Human skin is the largest organ in the integumentary system that covers the entire body surface. The skin is a complex organ consisting of three primary layers: the epidermis, the dermis, and the hypodermis. The epidermis is the outermost layer of the skin, which plays a protective role against environmental damage and is resistant to water. The epidermis has no blood vessels, and the main cells contain keratinocytes (content around 95%), melanocytes, Merkel cells, and Langerhans cells. The epidermis could be subdivided into three cell layers, the upper one being a superficial corneal layer, which is composed of flattened cells that contain the proteinaceous and resistant factors keratin [20][62]. Since the skin interacts directly with the environment, it is sensitive to stimuli and can even receive damage from chemical and physical substances, especially ultraviolet (UV) radiation [21][63]. Continuous radiation exposure often has many complications, including sunburn, hypopigmentation, and even skin cancer. However adequate levels of sunlight are necessary for correct human body function, besides the production of D vitamin and their repercussion on rickets and osteoporosis prevention. Diseases such as lupus vulgaris (skin tuberculosis) were successfully cured with UVB stimuli. Psoriasis, an autoimmune disease, can be treated with UVA radiation, and the same with vitiligo [18][60].

3.1. Algae against Acne

Bioactive compounds extracted from seaweed could be a natural and safe alternative. Macroalgae extracts have been reported to possess antibacterial properties and antifungal activities. Ruxton and Jenkins (2015) report a new algal zinc-oligosaccharide complex (SOZC) from the polysaccharide membrane of Laminaria digitata through a series of double-blind, placebo-clinical trials. The findings suggest that SOZC may relieve acne symptoms [22][64].

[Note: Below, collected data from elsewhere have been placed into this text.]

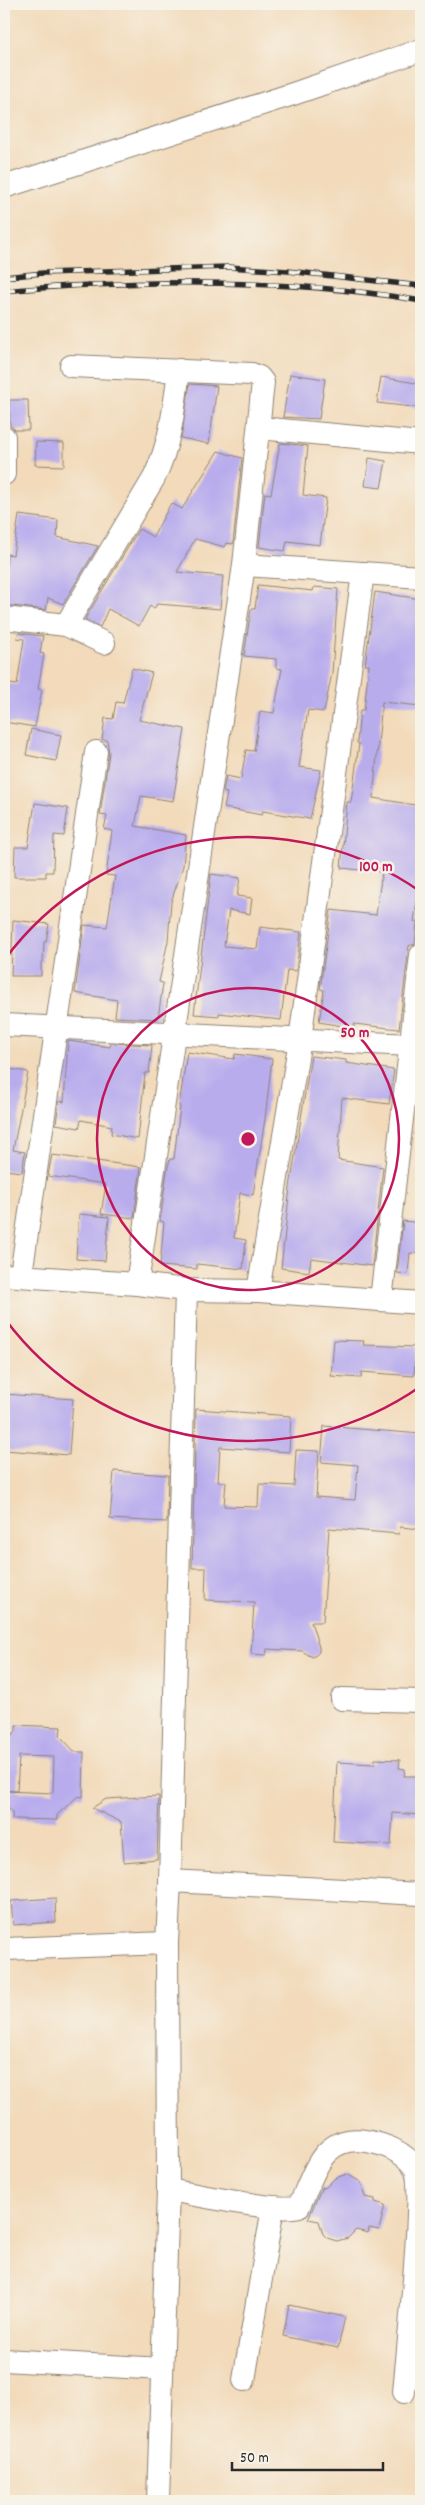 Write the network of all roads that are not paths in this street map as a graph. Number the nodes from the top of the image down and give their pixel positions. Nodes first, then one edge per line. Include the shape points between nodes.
1 (421, 50) edge
2 (4, 187) edge
3 (71, 366) dead end
4 (179, 370) junction
5 (259, 428) junction
6 (4, 437) edge
7 (421, 443) edge
8 (4, 474) edge
9 (244, 565) junction
10 (363, 573) junction
11 (421, 577) edge
12 (4, 618) edge
13 (66, 624) junction
14 (104, 643) dead end
15 (96, 752) dead end
16 (421, 955) edge
17 (4, 1025) edge
18 (55, 1028) junction
19 (173, 1033) junction
20 (300, 1040) junction
21 (412, 1045) junction
22 (12, 1275) edge
23 (137, 1284) junction
24 (186, 1290) junction
25 (258, 1291) junction
26 (381, 1300) junction
27 (421, 1303) edge
28 (342, 1699) dead end
29 (421, 1701) edge
30 (170, 1881) junction
31 (421, 1894) edge
32 (167, 1943) junction
33 (4, 1949) edge
34 (168, 2190) junction
35 (273, 2207) junction
36 (4, 2360) edge
37 (162, 2369) junction
38 (244, 2380) dead end
39 (404, 2392) dead end
40 (158, 2501) edge

1 - 2 street
3 - 4 street
4 - 5 street via 260,377 263,382
4 - 13 street via 166,454
5 - 7 street
5 - 9 street
6 - 8 street
9 - 10 street
9 - 19 street
10 - 11 street
10 - 20 street
12 - 13 street
13 - 14 street
15 - 18 street
16 - 21 street
17 - 18 street
18 - 19 street
18 - 22 street
19 - 20 street
19 - 23 street
20 - 21 street
20 - 25 street
21 - 26 street
22 - 23 street
23 - 24 street
24 - 25 street
24 - 30 street
25 - 26 street
26 - 27 street
28 - 29 street
30 - 31 street
30 - 32 street
32 - 33 street
32 - 34 street
34 - 35 street
34 - 37 street
35 - 38 street
35 - 39 street via 299,2206 314,2169 325,2154 339,2144 360,2140 377,2142 400,2153 416,2169 420,2203
36 - 37 street
37 - 40 street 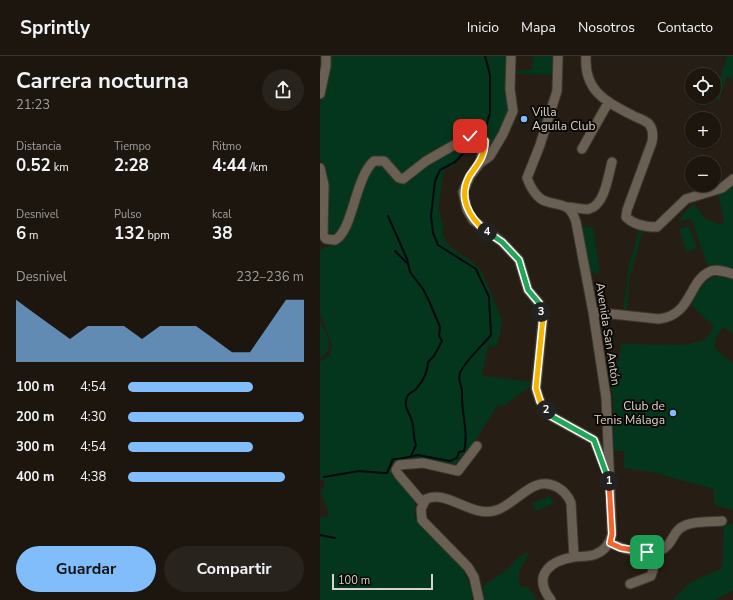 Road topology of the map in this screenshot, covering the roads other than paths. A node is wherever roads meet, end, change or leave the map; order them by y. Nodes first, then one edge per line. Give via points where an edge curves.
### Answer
1 (326, 56) edge
2 (511, 56) edge
3 (558, 56) edge
4 (586, 56) edge
5 (320, 94) edge
6 (608, 103) junction
7 (582, 149) dead end
8 (612, 162) dead end
9 (480, 163) junction
10 (320, 168) edge
11 (733, 179) edge
12 (567, 207) junction
13 (733, 274) edge
14 (593, 312) junction
15 (477, 446) dead end
16 (608, 477) junction
17 (423, 503) junction
18 (722, 521) dead end
19 (610, 543) junction
20 (647, 552) junction
21 (574, 557) junction
22 (630, 584) dead end
23 (479, 600) edge
24 (551, 600) edge

1 - 5 street
2 - 9 street via 510,89 513,111 490,156
3 - 12 street via 557,91 527,178 541,199
4 - 6 street via 590,83 597,94
6 - 7 street
6 - 11 street via 649,124 652,132 652,142 627,210 626,217 630,222 657,227 686,198 722,188
8 - 12 street via 597,205 589,209
9 - 10 street via 485,141 470,136 426,161 403,180 384,161 374,161 369,165 343,234 335,240 323,236 324,185
9 - 16 street via 470,176 464,192 467,210 473,220 502,242 519,260 528,290 539,303 543,318 536,388 540,401 549,415 594,440
12 - 14 street, Avenida San Antón via 573,212 576,222
13 - 14 street via 709,272 701,278 676,314 667,318
14 - 16 street, Avenida San Antón via 606,397
15 - 17 street via 458,471 424,463 399,465 396,470 399,475
16 - 19 street, Avenida San Antón via 612,534
17 - 21 street via 438,496 472,510 492,511 537,485 554,485 568,496 571,502
17 - 23 street via 422,520 468,567 474,577
18 - 20 street via 686,524 677,530 662,550 656,553
19 - 20 street via 621,548
19 - 21 street via 595,555
20 - 22 street via 653,570 651,576
21 - 24 street via 557,561 545,570 543,586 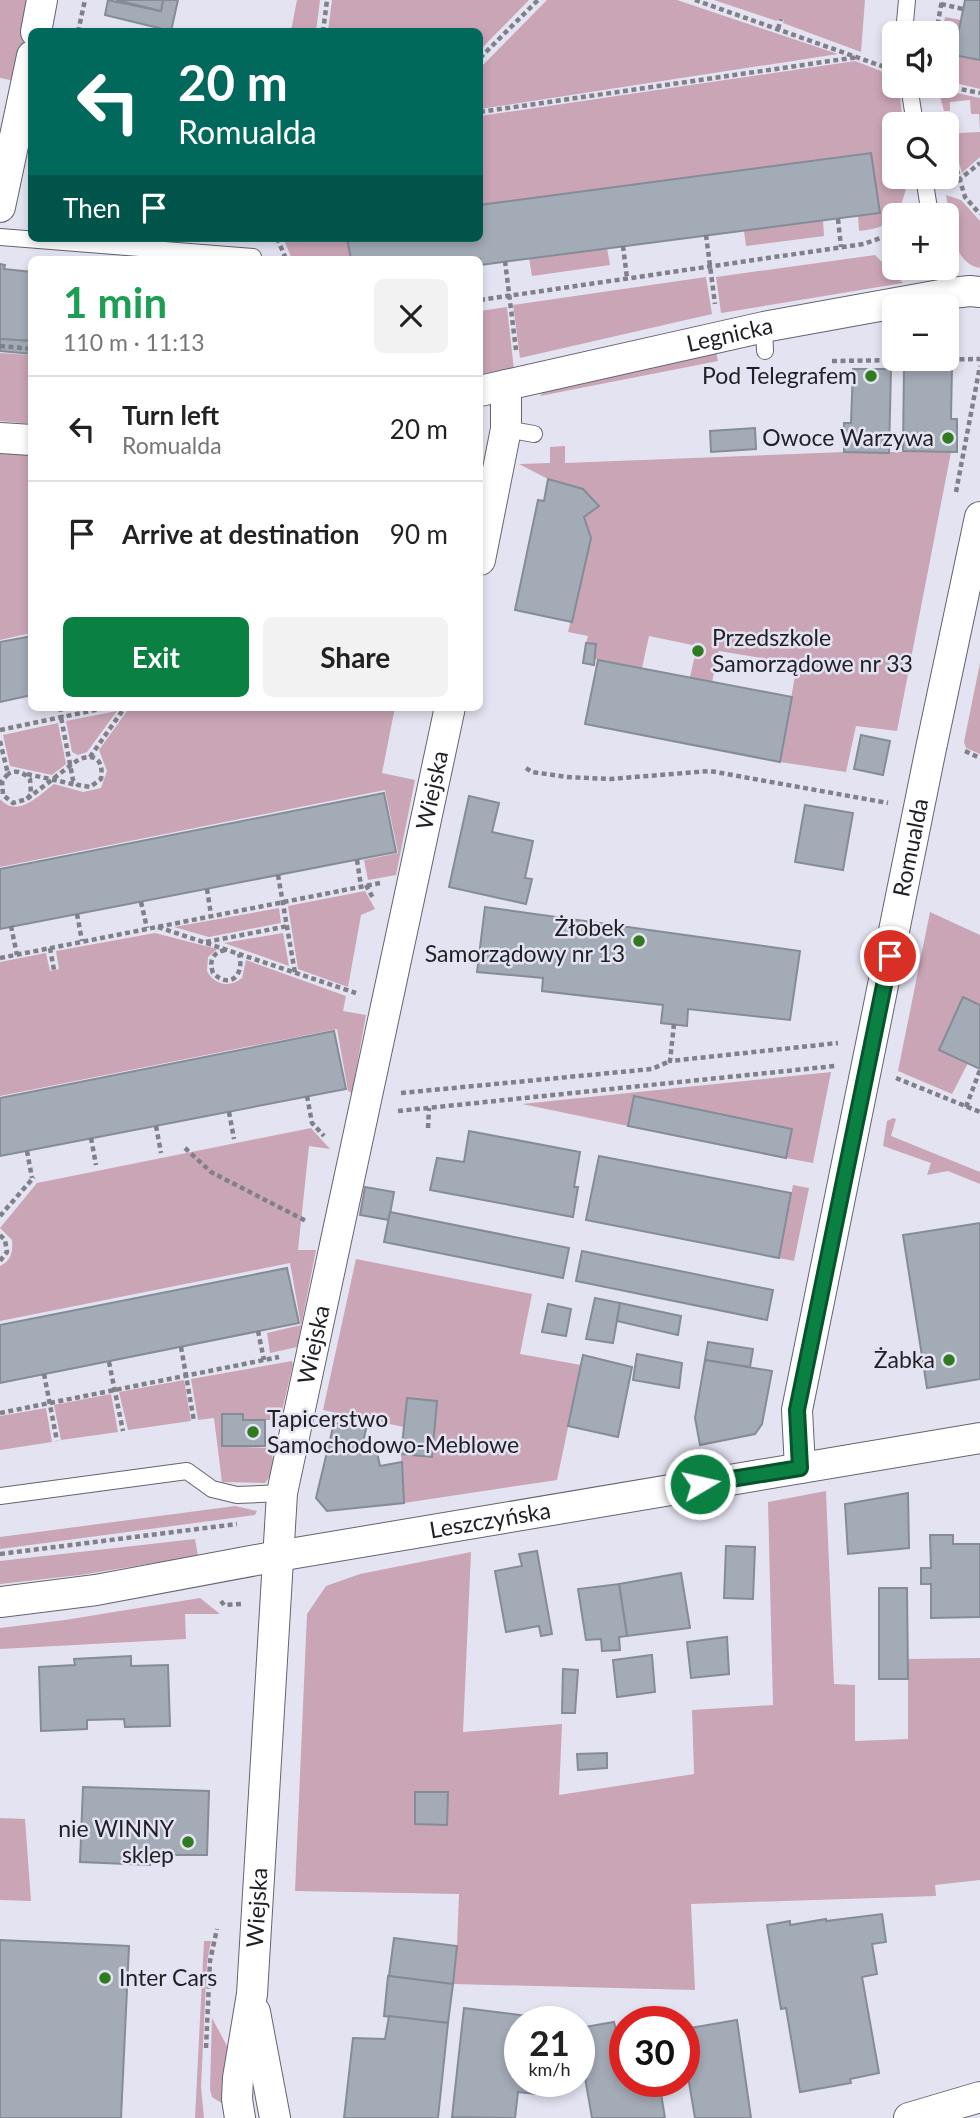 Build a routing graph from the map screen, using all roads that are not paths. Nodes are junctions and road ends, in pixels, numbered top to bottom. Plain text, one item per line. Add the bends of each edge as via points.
1 (43, 0) edge
2 (907, 0) edge
3 (905, 21) edge
4 (37, 28) edge
5 (28, 75) edge
6 (0, 207) edge
7 (0, 237) edge
8 (28, 239) edge
9 (63, 242) edge
10 (240, 256) edge
11 (958, 284) edge
12 (502, 386) edge
13 (0, 438) edge
14 (28, 440) edge
15 (980, 517) edge
16 (483, 550) edge
17 (449, 711) edge
18 (980, 1438) edge
19 (800, 1468) junction
20 (282, 1493) junction
21 (0, 1496) edge
22 (278, 1556) junction
23 (0, 1602) edge
24 (252, 1994) junction
25 (980, 2097) edge
26 (240, 2118) edge
27 (275, 2118) edge
28 (909, 2118) edge

1 - 4 street
2 - 3 lane
5 - 6 street
7 - 8 lane
9 - 10 lane
11 - 12 street, Legnicka via 765,339
12 - 16 street via 520,432
13 - 14 street
15 - 19 street, Romualda via 797,1410
17 - 20 street, Wiejska
18 - 19 street, Leszczyńska
19 - 22 street, Leszczyńska
20 - 21 lane via 237,1495 212,1489 187,1471
20 - 22 street, Wiejska
22 - 23 street, Leszczyńska via 96,1590
22 - 24 street, Wiejska
24 - 26 street, Wiejska via 239,2060
24 - 27 street, Wiejska
25 - 28 street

3.2. Algae Protect the Skin from Damage by UV Radiation

Photoaging caused by excessive exposure to sunlight has become a huge problem in recent years. Marine organisms, especially. The bioactive compounds of macroalgae can absorb UVA and UVB; some of them eliminate ROS and inhibit the formation of MMP. Various extracts from different algae exhibit photoprotective functions [23][24][65,66]. Compounds in those extracts that have confirmed photoprotective activity include shinorine, Porphyra-334, palythene, eckstolonol, eckol, Mycosporine-glycine, Mycosporine methylamine-serine, sargacromenol, fucoxanthin, tetraprenyltoluquinol chromane meroterpenoid, tetraprenyltoluquinol chromane meroterpenoid, and sargaquinoic acids [25][67]. The most efficient UV absorber compounds are MAA, which are water-soluble substances found in many organisms, such as cyanobacteria and algae. Porphyra-334 can downregulate intracellular UV-activated ROS and controls MMP expression by eliminating damaged HDF overdoses [26][68]. Therefore, the search for safe and effective skin whitening agents from seaweed can be beneficial for the cosmetic industry. To find new anti-browning and bleaching agents, scientists screened various seaweeds for tyrosinase inhibitors and found some potential algae. Several species of microalgae are exploited in the cosmetic industry, especially in the skincare market, the main ones being Arthrospira and Chlorella [27][69]. The phlorotannins, active ingredients of nutraceuticals, are the most abundant polyphenols found in brown marine algae; their health applications are due to antioxidant activity [28][29][70,71]. Polysaccharides have been shown to have several important properties. However, attempts to establish a relationship between polysaccharides’ structures and their bioactivities have been challenging due to the complexity of this type of polymer. The polysaccharides produced by algae are presented according to their group of macroalgae, phaeophytes, rhodophytes, and chlorophytes, which are relative to microalgae. However, there are always some similarities between the polysaccharides of each group of algae: fucoidans are often extracted from brown algal species, agaroides come from red macroalgae, and ulvans are obtained from green algae [30][72].